Book of Abstracts: Albany 2007

category image Albany 2007
Conversation 15
June 19-23 2007

Synchrotron-Based Structural Proteomics of Vesicle Transport

Synchrotron X-ray protein crystallography plays critically important roles in structural investigations on macromolecules. A progress report will be presented on our systems approach for developing and operating synchrotron X-ray protein crystallography beam lines at the Photon Factory, Tsukuba. The beam lines provide state-of-the-art, user-friendly experimental environment including crystal exchange robots based on the SSRL system. Current projects include two new insertion device beam lines, one optimized for micro focus experiments with low energy SAD capabilities and another on highthroughput data acquisition for pharmaceutical industry. Our synchrotron developments are closely coupled with the efforts in structural proteomics on intracellular transport and post-translational modification of proteins. Our targets are mostly eukaryotic proteins involved in vesicle transport between the ER, the Golgi apparatus and endosomes/lysosomes, post-translational modification of newly synthesized proteins, exocytosis, endocytosis, ubiquitin-dependent protein sorting, and autophagy.

GGAs (Golgi-localizing, γ-adaptin ear domain homology, ARF-binding) are monomeric clathrin adaptor proteins that are involved in selective transport of lysosomal cargo receptors from the TGN to endosomes. GGAs consist of four functional regions: an N-terminal VHS (Vps27/Hrs/Stam) domain, a GAT (GGA and Tom1) domain, a hinge region and a C-terminal GAE (γ-adaptin ear) domain. The N-terminal VHS domains of GGAs form complexes with the cytoplasmic domains of sorting receptors by recognizing acidic-cluster-dileucine (ACLL) sequences. The X-ray structures of the GGA1 VHS domain and those in complex with the C-terminal ACLL motifs of cation-independent mannose 6-phosphate receptor (CI-MPR) [1] and BACE (β-secretase) [2] have shown that the recognition of cargo or cargo-receptor is accomplished by the combination of hydrophobic and electron static interactions as well as shape complementarity.
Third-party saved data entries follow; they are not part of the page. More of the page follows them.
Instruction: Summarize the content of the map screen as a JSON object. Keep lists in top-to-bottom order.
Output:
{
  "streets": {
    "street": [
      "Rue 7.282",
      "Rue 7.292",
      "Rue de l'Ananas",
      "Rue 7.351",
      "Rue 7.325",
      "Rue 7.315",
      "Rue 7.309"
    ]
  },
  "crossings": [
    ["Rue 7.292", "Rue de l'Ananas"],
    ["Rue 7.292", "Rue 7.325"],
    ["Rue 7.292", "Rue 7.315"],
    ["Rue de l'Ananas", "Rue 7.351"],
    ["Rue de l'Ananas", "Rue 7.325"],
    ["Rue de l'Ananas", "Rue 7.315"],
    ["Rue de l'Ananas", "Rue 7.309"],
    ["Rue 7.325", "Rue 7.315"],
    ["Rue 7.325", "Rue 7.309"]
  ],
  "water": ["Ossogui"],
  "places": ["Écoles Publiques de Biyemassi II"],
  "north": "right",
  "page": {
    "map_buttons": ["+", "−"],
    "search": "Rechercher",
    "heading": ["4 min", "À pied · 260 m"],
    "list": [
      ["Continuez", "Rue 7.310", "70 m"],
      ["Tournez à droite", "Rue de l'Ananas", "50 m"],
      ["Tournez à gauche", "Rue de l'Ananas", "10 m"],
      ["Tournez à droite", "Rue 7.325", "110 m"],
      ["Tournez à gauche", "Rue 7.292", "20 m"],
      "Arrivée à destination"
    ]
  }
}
The GAT domain binds Arf1 in its GTP form, which is responsible for tethering GGAs onto the TGN membrane. The crystal structures of the GAT domain and its complex with Arf-GTP have shown that the N-terminal half of the GAT domain is partially unfolded but adopts a helix-loop-helix structure with hydrophobic surface to interact with Switches I and II as well as the interswitch β-sheet [3,4]. The C-terminal GAE domain forms an Ig-domain [5] and binds various FXXF motifs regulating the protein-protein interactions of GGA.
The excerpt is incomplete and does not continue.